The Shadow worked best in a radio environment, because his key power was to cloud men’s minds, making him hard to see unless The Shadow comes out of the dark, so to speak. Live organ accompaniment was the standard for years on this program, cut for syndication, and while there was certainly foley effects happening too, they largely relied on character voices and good stories to keep the theater of the mind at work. For an all-audio environment, this kind of story is perfect, and sustained over 20 years of shows and broadcasts.
While Orson was certainly the most famous person to play the character on the radio, he was certainly not the only one, nor the one who played The Shadow the longest. Bret Morrison, known for his work on The Adventures of Superman, Suspense and X-Minus One, played the character for 10 years, and William Johnstone played the character for five years, between his Lux Radio Theater appearances, and his work on Escape. In today’s program, we feature a story each portrayed by these veteran radio actors. Paired with Bret Morrison is the incomparable Grace Matthews, portraying Margo Lane, where the highly distinguished Agnes Moorehead played her opposite of William.
Where the detective fiction we brought you last year certainly segues into the kind of story that you will hear on The Shadow, he is certainly more attuned to the adventure / heroic fiction trope, with a much darker angle. This might have been one of the first things in media to scare large groups of people all at once, instead of the way books only acted on individuals. However the character was perceived at the time, he has come to embody all that is dark and foreboding in radio broadcasting, and is a great addition to our strange holiday season.
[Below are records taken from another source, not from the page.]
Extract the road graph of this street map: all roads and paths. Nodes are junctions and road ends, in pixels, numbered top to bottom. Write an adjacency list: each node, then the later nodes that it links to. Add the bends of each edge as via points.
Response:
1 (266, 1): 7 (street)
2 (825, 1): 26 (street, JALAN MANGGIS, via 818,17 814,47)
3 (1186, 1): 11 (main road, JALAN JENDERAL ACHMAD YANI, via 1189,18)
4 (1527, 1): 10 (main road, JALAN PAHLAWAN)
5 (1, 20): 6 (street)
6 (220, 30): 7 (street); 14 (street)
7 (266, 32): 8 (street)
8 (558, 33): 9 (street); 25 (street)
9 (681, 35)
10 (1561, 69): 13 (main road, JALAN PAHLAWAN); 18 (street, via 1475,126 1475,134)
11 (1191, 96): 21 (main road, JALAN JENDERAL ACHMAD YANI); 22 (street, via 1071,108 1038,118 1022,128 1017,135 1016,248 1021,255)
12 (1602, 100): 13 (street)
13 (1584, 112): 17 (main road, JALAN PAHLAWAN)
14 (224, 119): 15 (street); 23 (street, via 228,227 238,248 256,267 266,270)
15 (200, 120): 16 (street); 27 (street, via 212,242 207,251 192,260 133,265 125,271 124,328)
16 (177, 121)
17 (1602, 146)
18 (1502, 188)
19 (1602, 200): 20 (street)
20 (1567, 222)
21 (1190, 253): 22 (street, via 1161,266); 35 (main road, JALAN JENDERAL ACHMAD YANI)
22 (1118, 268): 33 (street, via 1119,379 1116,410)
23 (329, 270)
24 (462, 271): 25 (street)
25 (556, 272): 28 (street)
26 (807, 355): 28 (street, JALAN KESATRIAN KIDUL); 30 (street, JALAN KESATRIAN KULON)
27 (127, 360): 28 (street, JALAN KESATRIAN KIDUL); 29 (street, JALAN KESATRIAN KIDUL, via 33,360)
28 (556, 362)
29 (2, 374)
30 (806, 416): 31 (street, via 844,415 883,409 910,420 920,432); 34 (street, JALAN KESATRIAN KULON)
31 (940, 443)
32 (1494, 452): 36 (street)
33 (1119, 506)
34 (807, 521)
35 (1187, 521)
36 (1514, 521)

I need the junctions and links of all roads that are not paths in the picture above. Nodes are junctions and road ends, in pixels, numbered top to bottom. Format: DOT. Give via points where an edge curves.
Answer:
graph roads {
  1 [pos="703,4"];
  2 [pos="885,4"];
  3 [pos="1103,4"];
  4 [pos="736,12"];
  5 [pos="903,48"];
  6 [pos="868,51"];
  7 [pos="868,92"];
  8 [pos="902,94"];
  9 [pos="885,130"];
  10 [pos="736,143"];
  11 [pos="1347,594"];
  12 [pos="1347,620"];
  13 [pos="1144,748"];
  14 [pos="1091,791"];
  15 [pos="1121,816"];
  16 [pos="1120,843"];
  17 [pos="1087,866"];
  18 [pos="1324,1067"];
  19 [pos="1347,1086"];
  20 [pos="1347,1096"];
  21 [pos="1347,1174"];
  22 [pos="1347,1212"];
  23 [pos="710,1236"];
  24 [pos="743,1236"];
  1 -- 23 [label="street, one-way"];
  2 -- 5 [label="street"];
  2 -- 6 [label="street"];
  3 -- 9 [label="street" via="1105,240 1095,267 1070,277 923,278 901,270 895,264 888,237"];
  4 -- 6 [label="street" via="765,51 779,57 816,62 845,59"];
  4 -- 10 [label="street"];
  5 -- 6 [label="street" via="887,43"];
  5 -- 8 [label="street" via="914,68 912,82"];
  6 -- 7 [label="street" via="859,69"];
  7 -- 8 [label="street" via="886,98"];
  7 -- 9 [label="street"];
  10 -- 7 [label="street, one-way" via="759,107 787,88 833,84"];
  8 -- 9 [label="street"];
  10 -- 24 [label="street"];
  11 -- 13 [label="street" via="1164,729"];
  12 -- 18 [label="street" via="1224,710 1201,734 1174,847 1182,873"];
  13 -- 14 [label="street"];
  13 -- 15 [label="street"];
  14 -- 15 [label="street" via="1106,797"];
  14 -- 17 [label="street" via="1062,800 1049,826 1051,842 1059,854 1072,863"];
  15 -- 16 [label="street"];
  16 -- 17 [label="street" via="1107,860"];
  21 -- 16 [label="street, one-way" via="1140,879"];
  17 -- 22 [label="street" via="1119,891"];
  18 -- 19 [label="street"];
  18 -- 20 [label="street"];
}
The Shadow Christmas Special!
Part I: Who Knows What Evil Lurks In The Hearts Of Men?
01.) Austin FM Theme * Paco Jones * Austin FM Theme * Self-Released (2016)
02.) See How Pretty, See How Smart [Excerpt] * Melvins * The Maggot * Ipecac Records (1999)
03.) The Stockings Were Hung * The Shadow * 24 December 1939 Broadcast * The Mutual Network (1939)
Part II: The Shadow Knows!
04.) The Gift of Murder * The Shadow * 21 December 1947 Broadcast * The Mutual Network (1947)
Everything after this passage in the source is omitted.